Filter the data for lines with the word "lane" and copy those lines.

Segment Start: Exercise data

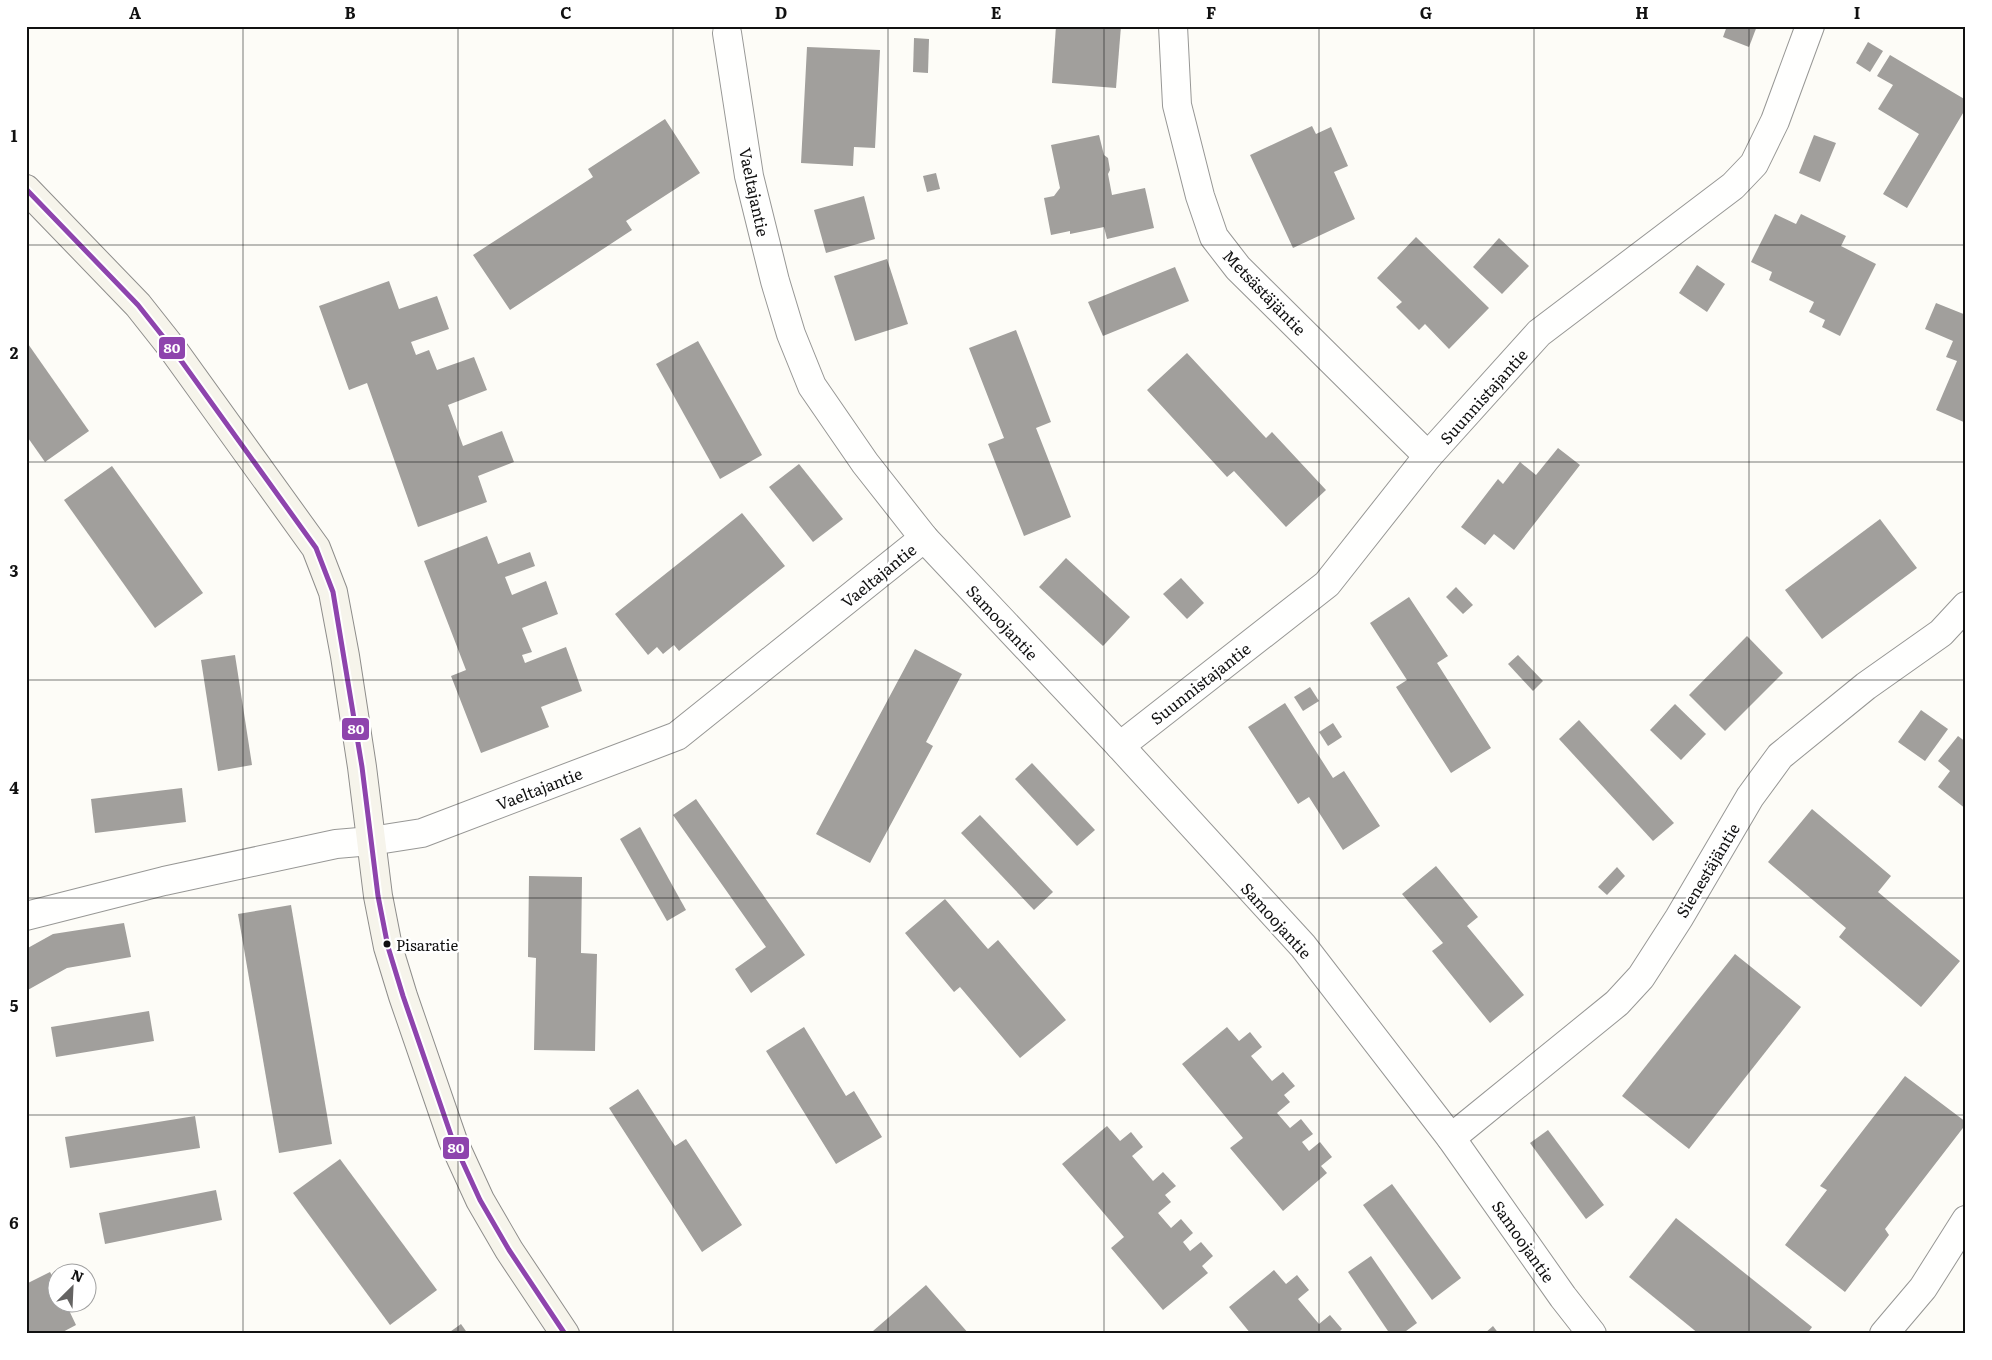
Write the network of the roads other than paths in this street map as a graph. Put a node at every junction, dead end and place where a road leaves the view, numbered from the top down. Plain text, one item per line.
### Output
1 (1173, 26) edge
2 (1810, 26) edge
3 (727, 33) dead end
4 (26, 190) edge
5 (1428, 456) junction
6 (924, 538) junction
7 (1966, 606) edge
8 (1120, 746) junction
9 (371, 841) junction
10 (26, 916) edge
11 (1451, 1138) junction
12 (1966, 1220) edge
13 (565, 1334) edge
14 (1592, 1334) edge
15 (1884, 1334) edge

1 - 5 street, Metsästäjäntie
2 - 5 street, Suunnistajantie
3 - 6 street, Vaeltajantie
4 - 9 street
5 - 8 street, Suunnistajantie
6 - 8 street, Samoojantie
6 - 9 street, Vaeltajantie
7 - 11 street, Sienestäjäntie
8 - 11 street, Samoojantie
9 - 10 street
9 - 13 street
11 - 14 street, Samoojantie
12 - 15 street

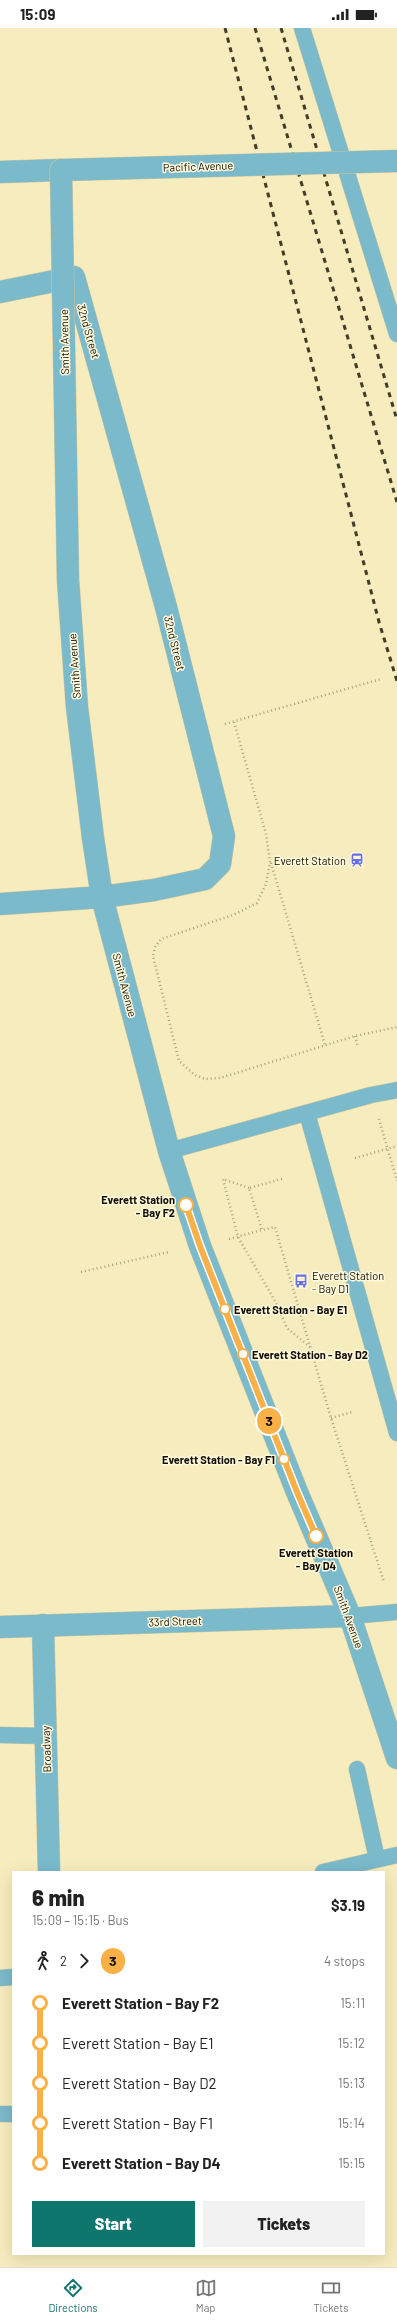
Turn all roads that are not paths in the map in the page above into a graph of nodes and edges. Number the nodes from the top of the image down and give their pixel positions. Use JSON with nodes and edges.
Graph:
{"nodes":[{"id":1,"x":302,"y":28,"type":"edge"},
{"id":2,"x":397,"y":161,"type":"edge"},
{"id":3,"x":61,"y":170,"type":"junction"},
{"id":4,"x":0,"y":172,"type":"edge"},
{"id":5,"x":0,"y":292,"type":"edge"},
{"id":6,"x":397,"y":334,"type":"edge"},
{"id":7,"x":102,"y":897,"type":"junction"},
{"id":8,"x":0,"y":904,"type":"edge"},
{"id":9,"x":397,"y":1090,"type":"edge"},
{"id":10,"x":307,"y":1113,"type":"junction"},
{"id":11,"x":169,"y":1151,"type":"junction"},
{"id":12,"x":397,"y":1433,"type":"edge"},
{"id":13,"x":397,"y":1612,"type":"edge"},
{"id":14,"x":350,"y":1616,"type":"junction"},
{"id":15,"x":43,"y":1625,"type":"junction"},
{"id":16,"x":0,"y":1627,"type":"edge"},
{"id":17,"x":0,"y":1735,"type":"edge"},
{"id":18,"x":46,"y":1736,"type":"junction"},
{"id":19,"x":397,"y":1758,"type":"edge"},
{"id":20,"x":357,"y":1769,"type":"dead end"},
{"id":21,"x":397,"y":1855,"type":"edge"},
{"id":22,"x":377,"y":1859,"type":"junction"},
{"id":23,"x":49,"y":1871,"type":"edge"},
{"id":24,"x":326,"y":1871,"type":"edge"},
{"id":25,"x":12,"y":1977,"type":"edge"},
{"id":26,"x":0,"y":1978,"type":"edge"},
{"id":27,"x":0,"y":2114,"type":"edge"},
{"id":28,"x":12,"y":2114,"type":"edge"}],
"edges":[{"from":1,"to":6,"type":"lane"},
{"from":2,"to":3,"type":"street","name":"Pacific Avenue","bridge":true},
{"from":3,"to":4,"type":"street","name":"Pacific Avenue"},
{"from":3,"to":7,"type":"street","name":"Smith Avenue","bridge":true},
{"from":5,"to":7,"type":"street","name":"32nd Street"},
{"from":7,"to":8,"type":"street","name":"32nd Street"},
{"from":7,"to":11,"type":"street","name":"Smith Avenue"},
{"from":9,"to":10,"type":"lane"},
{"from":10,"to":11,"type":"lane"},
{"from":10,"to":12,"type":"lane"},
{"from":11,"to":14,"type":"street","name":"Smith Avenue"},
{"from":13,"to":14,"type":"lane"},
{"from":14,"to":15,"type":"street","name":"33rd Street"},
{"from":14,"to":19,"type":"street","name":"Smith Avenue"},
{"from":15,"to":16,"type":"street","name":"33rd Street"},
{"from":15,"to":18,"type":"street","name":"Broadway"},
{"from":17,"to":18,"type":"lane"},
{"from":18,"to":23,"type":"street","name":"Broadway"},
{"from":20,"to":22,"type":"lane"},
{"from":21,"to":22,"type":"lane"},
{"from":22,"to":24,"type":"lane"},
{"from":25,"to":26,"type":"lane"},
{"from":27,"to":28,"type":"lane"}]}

Segment End: Exercise data

Answer section:
"edges":[{"from":1,"to":6,"type":"lane"},
{"from":9,"to":10,"type":"lane"},
{"from":10,"to":11,"type":"lane"},
{"from":10,"to":12,"type":"lane"},
{"from":13,"to":14,"type":"lane"},
{"from":17,"to":18,"type":"lane"},
{"from":20,"to":22,"type":"lane"},
{"from":21,"to":22,"type":"lane"},
{"from":22,"to":24,"type":"lane"},
{"from":25,"to":26,"type":"lane"},
{"from":27,"to":28,"type":"lane"}]}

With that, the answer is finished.